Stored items
- - - -

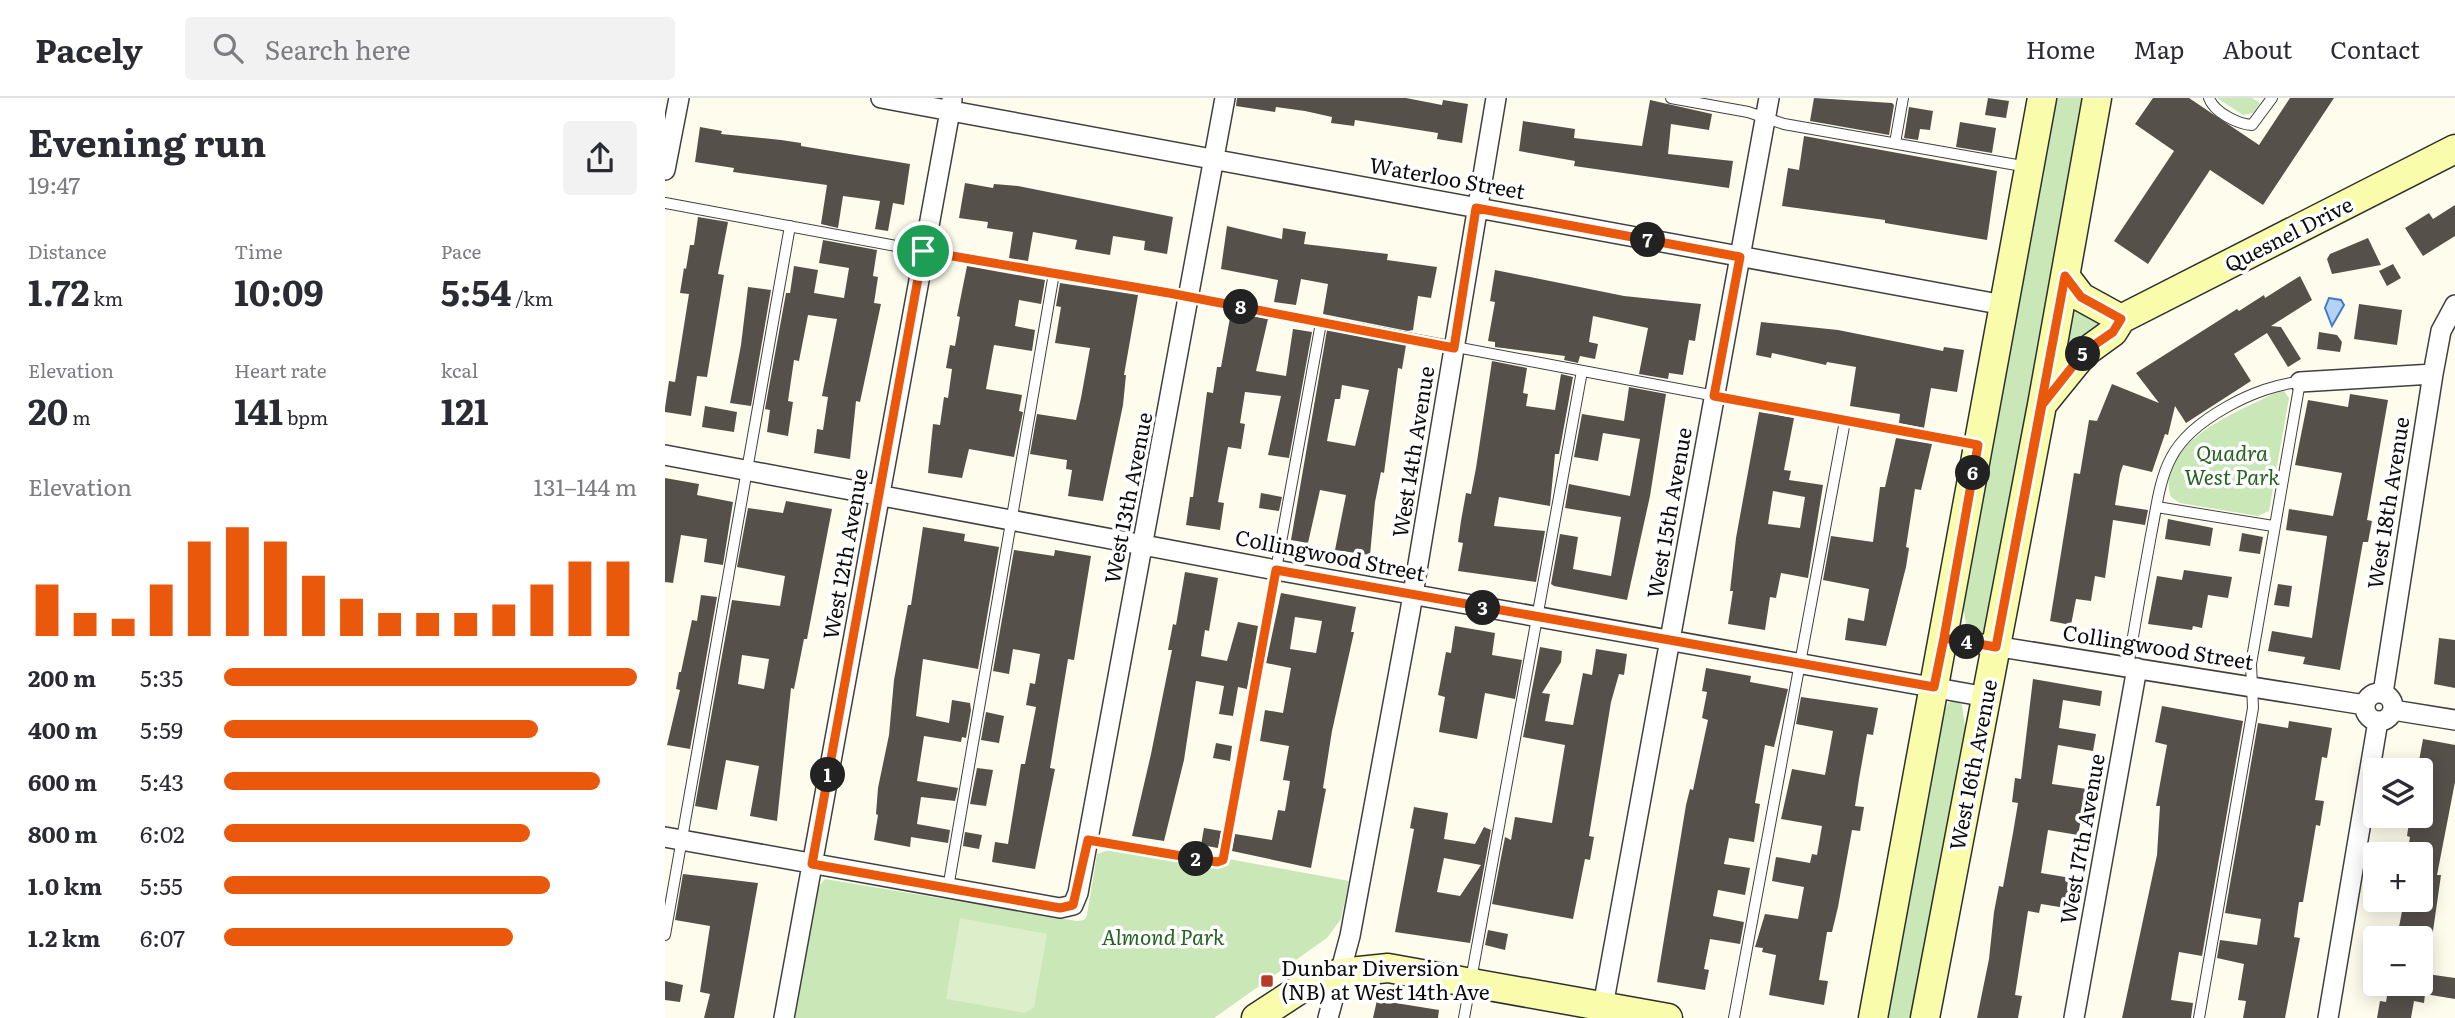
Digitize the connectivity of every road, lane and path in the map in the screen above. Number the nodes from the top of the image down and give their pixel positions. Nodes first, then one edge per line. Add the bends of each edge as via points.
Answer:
1 (679, 98) edge
2 (881, 98) edge
3 (1225, 98) edge
4 (1496, 98) edge
5 (1671, 98) edge
6 (1769, 98) edge
7 (1903, 98) edge
8 (2042, 98) edge
9 (2097, 98) edge
10 (2209, 98) edge
11 (2272, 98) edge
12 (951, 104) edge
13 (1765, 118) junction
14 (1895, 143) junction
15 (2455, 149) edge
16 (1214, 161) junction
17 (2029, 167) junction
18 (665, 170) edge
19 (665, 203) edge
20 (1476, 208) junction
21 (790, 226) junction
22 (923, 251) junction
23 (1740, 257) junction
24 (1054, 273) junction
25 (2065, 276) junction
26 (1190, 297) junction
27 (2004, 305) junction
28 (2450, 313) edge
29 (2121, 319) junction
30 (1321, 323) junction
31 (1454, 348) junction
32 (1581, 371) junction
33 (2433, 374) junction
34 (2300, 382) junction
35 (1714, 396) junction
36 (2042, 405) junction
37 (1845, 421) junction
38 (1978, 445) junction
39 (665, 455) edge
40 (745, 471) junction
41 (880, 494) junction
42 (2157, 506) junction
43 (1013, 520) junction
44 (2273, 526) junction
45 (1144, 544) junction
46 (1276, 570) junction
47 (1413, 595) junction
48 (1538, 618) junction
49 (1944, 638) junction
50 (1670, 639) junction
51 (1996, 647) junction
52 (1800, 663) junction
53 (2132, 668) junction
54 (1934, 687) junction
55 (2252, 687) junction
56 (1987, 697) junction
57 (2385, 708) junction
58 (2455, 720) edge
59 (673, 838) edge
60 (1088, 840) junction
61 (812, 864) junction
62 (949, 888) junction
63 (665, 935) edge
64 (1340, 973) junction
65 (1471, 982) junction
66 (1602, 1012) edge
67 (784, 1018) edge
68 (1256, 1018) edge
69 (1328, 1018) edge
70 (1464, 1018) edge
71 (1668, 1018) edge
72 (1734, 1018) edge
73 (1873, 1018) edge
74 (1925, 1018) edge
75 (2074, 1018) edge
76 (2199, 1018) edge
77 (2328, 1018) edge

1 - 18 street
2 - 12 street, Waterloo Street
3 - 16 street, West 13th Avenue
4 - 20 street, West 14th Avenue
5 - 13 lane
6 - 13 street, West 15th Avenue
7 - 14 lane
8 - 17 main road
9 - 25 main road, West 16th Avenue
10 - 11 lane via 2237,122 2252,125
12 - 16 street, Waterloo Street
12 - 22 street, West 12th Avenue
13 - 14 lane
13 - 23 street, West 15th Avenue
14 - 17 lane
15 - 29 main road, Quesnel Drive
16 - 20 street, Waterloo Street
16 - 26 street, West 13th Avenue
17 - 27 main road
19 - 21 lane
20 - 23 street, Waterloo Street
20 - 31 street, West 14th Avenue
21 - 22 lane
21 - 40 lane
22 - 24 lane
22 - 41 street, West 12th Avenue
23 - 27 street, Waterloo Street
23 - 35 street, West 15th Avenue
24 - 26 lane
24 - 43 lane
25 - 29 main road via 2081,297
25 - 36 main road, West 16th Avenue
26 - 30 lane
26 - 45 street, West 13th Avenue
27 - 38 main road
28 - 33 street, West 18th Avenue
29 - 36 main road, Quesnel Drive via 2113,332 2084,352
30 - 31 lane
30 - 46 lane
31 - 32 lane
31 - 47 street, West 14th Avenue
32 - 35 lane
32 - 48 lane
33 - 34 street
33 - 57 street, West 18th Avenue
34 - 42 lane via 2259,392 2185,435 2169,459
34 - 44 lane
35 - 37 lane
35 - 50 street, West 15th Avenue
36 - 51 main road, West 16th Avenue
37 - 38 lane
37 - 52 lane
38 - 49 main road
39 - 40 street, Collingwood Street
40 - 41 street, Collingwood Street
40 - 59 lane
41 - 43 street, Collingwood Street
41 - 61 street, West 12th Avenue
42 - 44 lane
42 - 53 lane
43 - 45 street, Collingwood Street
43 - 62 lane
44 - 55 lane via 2251,664
45 - 46 street, Collingwood Street
45 - 60 street, West 13th Avenue
46 - 47 street, Collingwood Street
46 - 60 lane via 1223,860
47 - 48 street, Collingwood Street
47 - 64 street, West 14th Avenue
48 - 50 street, Collingwood Street
48 - 65 lane
49 - 51 street, Collingwood Street
49 - 54 main road
50 - 52 street, Collingwood Street
50 - 66 street, West 15th Avenue
51 - 53 street, Collingwood Street
51 - 56 main road, West 16th Avenue
52 - 54 street, Collingwood Street
52 - 72 lane
53 - 55 street, Collingwood Street
53 - 75 street, West 17th Avenue
54 - 56 street, Collingwood Street
54 - 73 main road
55 - 57 street, Collingwood Street via 2365,705 2369,718
55 - 76 lane via 2253,708
56 - 74 main road, West 16th Avenue
57 - 58 street
57 - 77 street, West 18th Avenue
59 - 61 street
59 - 63 lane
60 - 62 street, West 13th Avenue via 1073,905 1060,908
61 - 62 street
61 - 67 street, West 12th Avenue
64 - 65 main road via 1388,968
64 - 68 main road via 1308,984
64 - 69 street, West 14th Avenue
65 - 66 main road
65 - 70 lane
66 - 71 main road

- - - -

(PROBLEM TO WORK ON) Exactly as they appear above, print all the lines, but not the pictures.

(TASK RESPONSE)
Digitize the connectivity of every road, lane and path in the map in the screen above. Number the nodes from the top of the image down and give their pixel positions. Nodes first, then one edge per line. Add the bends of each edge as via points.
Answer:
1 (679, 98) edge
2 (881, 98) edge
3 (1225, 98) edge
4 (1496, 98) edge
5 (1671, 98) edge
6 (1769, 98) edge
7 (1903, 98) edge
8 (2042, 98) edge
9 (2097, 98) edge
10 (2209, 98) edge
11 (2272, 98) edge
12 (951, 104) edge
13 (1765, 118) junction
14 (1895, 143) junction
15 (2455, 149) edge
16 (1214, 161) junction
17 (2029, 167) junction
18 (665, 170) edge
19 (665, 203) edge
20 (1476, 208) junction
21 (790, 226) junction
22 (923, 251) junction
23 (1740, 257) junction
24 (1054, 273) junction
25 (2065, 276) junction
26 (1190, 297) junction
27 (2004, 305) junction
28 (2450, 313) edge
29 (2121, 319) junction
30 (1321, 323) junction
31 (1454, 348) junction
32 (1581, 371) junction
33 (2433, 374) junction
34 (2300, 382) junction
35 (1714, 396) junction
36 (2042, 405) junction
37 (1845, 421) junction
38 (1978, 445) junction
39 (665, 455) edge
40 (745, 471) junction
41 (880, 494) junction
42 (2157, 506) junction
43 (1013, 520) junction
44 (2273, 526) junction
45 (1144, 544) junction
46 (1276, 570) junction
47 (1413, 595) junction
48 (1538, 618) junction
49 (1944, 638) junction
50 (1670, 639) junction
51 (1996, 647) junction
52 (1800, 663) junction
53 (2132, 668) junction
54 (1934, 687) junction
55 (2252, 687) junction
56 (1987, 697) junction
57 (2385, 708) junction
58 (2455, 720) edge
59 (673, 838) edge
60 (1088, 840) junction
61 (812, 864) junction
62 (949, 888) junction
63 (665, 935) edge
64 (1340, 973) junction
65 (1471, 982) junction
66 (1602, 1012) edge
67 (784, 1018) edge
68 (1256, 1018) edge
69 (1328, 1018) edge
70 (1464, 1018) edge
71 (1668, 1018) edge
72 (1734, 1018) edge
73 (1873, 1018) edge
74 (1925, 1018) edge
75 (2074, 1018) edge
76 (2199, 1018) edge
77 (2328, 1018) edge

1 - 18 street
2 - 12 street, Waterloo Street
3 - 16 street, West 13th Avenue
4 - 20 street, West 14th Avenue
5 - 13 lane
6 - 13 street, West 15th Avenue
7 - 14 lane
8 - 17 main road
9 - 25 main road, West 16th Avenue
10 - 11 lane via 2237,122 2252,125
12 - 16 street, Waterloo Street
12 - 22 street, West 12th Avenue
13 - 14 lane
13 - 23 street, West 15th Avenue
14 - 17 lane
15 - 29 main road, Quesnel Drive
16 - 20 street, Waterloo Street
16 - 26 street, West 13th Avenue
17 - 27 main road
19 - 21 lane
20 - 23 street, Waterloo Street
20 - 31 street, West 14th Avenue
21 - 22 lane
21 - 40 lane
22 - 24 lane
22 - 41 street, West 12th Avenue
23 - 27 street, Waterloo Street
23 - 35 street, West 15th Avenue
24 - 26 lane
24 - 43 lane
25 - 29 main road via 2081,297
25 - 36 main road, West 16th Avenue
26 - 30 lane
26 - 45 street, West 13th Avenue
27 - 38 main road
28 - 33 street, West 18th Avenue
29 - 36 main road, Quesnel Drive via 2113,332 2084,352
30 - 31 lane
30 - 46 lane
31 - 32 lane
31 - 47 street, West 14th Avenue
32 - 35 lane
32 - 48 lane
33 - 34 street
33 - 57 street, West 18th Avenue
34 - 42 lane via 2259,392 2185,435 2169,459
34 - 44 lane
35 - 37 lane
35 - 50 street, West 15th Avenue
36 - 51 main road, West 16th Avenue
37 - 38 lane
37 - 52 lane
38 - 49 main road
39 - 40 street, Collingwood Street
40 - 41 street, Collingwood Street
40 - 59 lane
41 - 43 street, Collingwood Street
41 - 61 street, West 12th Avenue
42 - 44 lane
42 - 53 lane
43 - 45 street, Collingwood Street
43 - 62 lane
44 - 55 lane via 2251,664
45 - 46 street, Collingwood Street
45 - 60 street, West 13th Avenue
46 - 47 street, Collingwood Street
46 - 60 lane via 1223,860
47 - 48 street, Collingwood Street
47 - 64 street, West 14th Avenue
48 - 50 street, Collingwood Street
48 - 65 lane
49 - 51 street, Collingwood Street
49 - 54 main road
50 - 52 street, Collingwood Street
50 - 66 street, West 15th Avenue
51 - 53 street, Collingwood Street
51 - 56 main road, West 16th Avenue
52 - 54 street, Collingwood Street
52 - 72 lane
53 - 55 street, Collingwood Street
53 - 75 street, West 17th Avenue
54 - 56 street, Collingwood Street
54 - 73 main road
55 - 57 street, Collingwood Street via 2365,705 2369,718
55 - 76 lane via 2253,708
56 - 74 main road, West 16th Avenue
57 - 58 street
57 - 77 street, West 18th Avenue
59 - 61 street
59 - 63 lane
60 - 62 street, West 13th Avenue via 1073,905 1060,908
61 - 62 street
61 - 67 street, West 12th Avenue
64 - 65 main road via 1388,968
64 - 68 main road via 1308,984
64 - 69 street, West 14th Avenue
65 - 66 main road
65 - 70 lane
66 - 71 main road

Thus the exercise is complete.